Guarantees and Collateral. The obligations under the New Credit Facilities are guaranteed by us, all of our current and future wholly-owned domestic restricted subsidiaries and certain of our affiliates.  The obligations under the New Credit Facilities and the guarantees are secured by a perfected first priority security interest in all of Radnet Management’s and the guarantors’ tangible and intangible assets, including, but not limited to, pledges of equity interests of Radnet Management and all of our current and future domestic subsidiaries.
 
 
48

 

Restrictive Covenants. In addition to certain customary covenants, the New Credit Agreement places limits on our ability to declare dividends or redeem or repurchase capital stock, prepay, redeem or purchase debt, incur liens and engage in sale-leaseback transactions, make loans and investments, incur additional indebtedness, amend or otherwise alter debt and other material agreements, engage in mergers, acquisitions and asset sales, enter into transactions with affiliates and alter the business we and our subsidiaries currently conduct.

Financial Covenants. The New Credit Agreement contains financial covenants including a minimum interest coverage ratio, a maximum total leverage ratio and a limit on annual capital expenditures. Failure to comply with these covenants could permit the lenders under the New Credit Facilities to declare all amounts borrowed, together with accrued interest and fees, to be immediately due and payable.

Events of Default.
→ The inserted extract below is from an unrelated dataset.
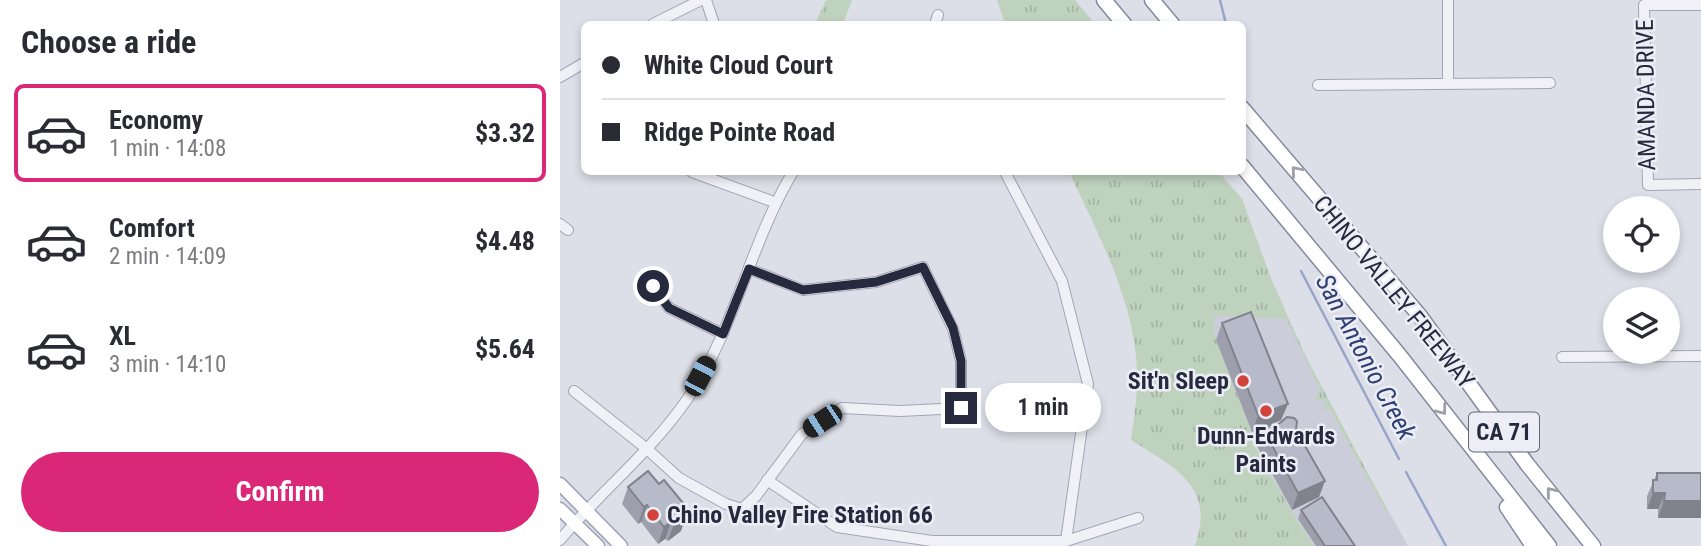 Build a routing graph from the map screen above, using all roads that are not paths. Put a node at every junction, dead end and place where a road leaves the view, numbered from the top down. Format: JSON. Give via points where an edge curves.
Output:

In addition to certain customary events of default, events of default under the New Credit Facilities include failure to pay principal or interest when due, a material breach of any representation or warranty contained in the loan documents, covenant defaults, events of bankruptcy and a change of control.

Senior Unsecured Notes

Also, as mentioned above, on April 6, 2010, we issued $200 million in aggregate amount of senior unsecured Notes which have a coupon of 10.375% and were issued at a price of 98.680%. The Notes were issued by Radnet Management, Inc. and guaranteed jointly and severally on a senior unsecured basis by us and all of our current and future wholly-owned domestic restricted subsidiaries.  The Notes were offered and sold in a private placement exempt from registration under the Securities Act to qualified institutional buyers pursuant to Rule 144A and Regulation S under the Securities Act. The Notes will mature on April 1, 2018, and bear interest at the rate of 10.375% per year.  We will pay interest on the Notes on April 1 and October 1, commencing October 1, 2010. The Notes are governed under an indenture agreement with U.S. Bank National Association as trustee. Under the terms of the indenture agreement, we agreed to file a registration statement with the Securities and Exchange Commission (“SEC”) relating to an offer to exchange the Notes for registered publicly tradable notes that have substantially identical terms as the Notes. On August 30, 2010, we filed a registration statement on Form S-4 with the SEC relating to the offer to exchange the Notes.  On January 13, 2011, our registration statement was declared effective by the SEC.  On February 14, 2011, we completed an exchange offer where by all Notes were exchanged for registered publicly tradable notes.

Ranking. The Notes and the guarantees:

 
·
rank equally in right of payment with any existing and future unsecured senior indebtedness of the guarantors;
 
·
rank senior in right of payment to all existing and future subordinated indebtedness of the Guarantors;
 
·
are effectively subordinated in right of payment to any secured indebtedness of the guarantors (including indebtedness under the New Credit Facilities) to the extent of the value of the assets securing such indebtedness; and
 
·
are structurally subordinated in right of payment to all existing and future indebtedness and other liabilities of any of the Company’s subsidiaries that is not a guarantor of the Notes.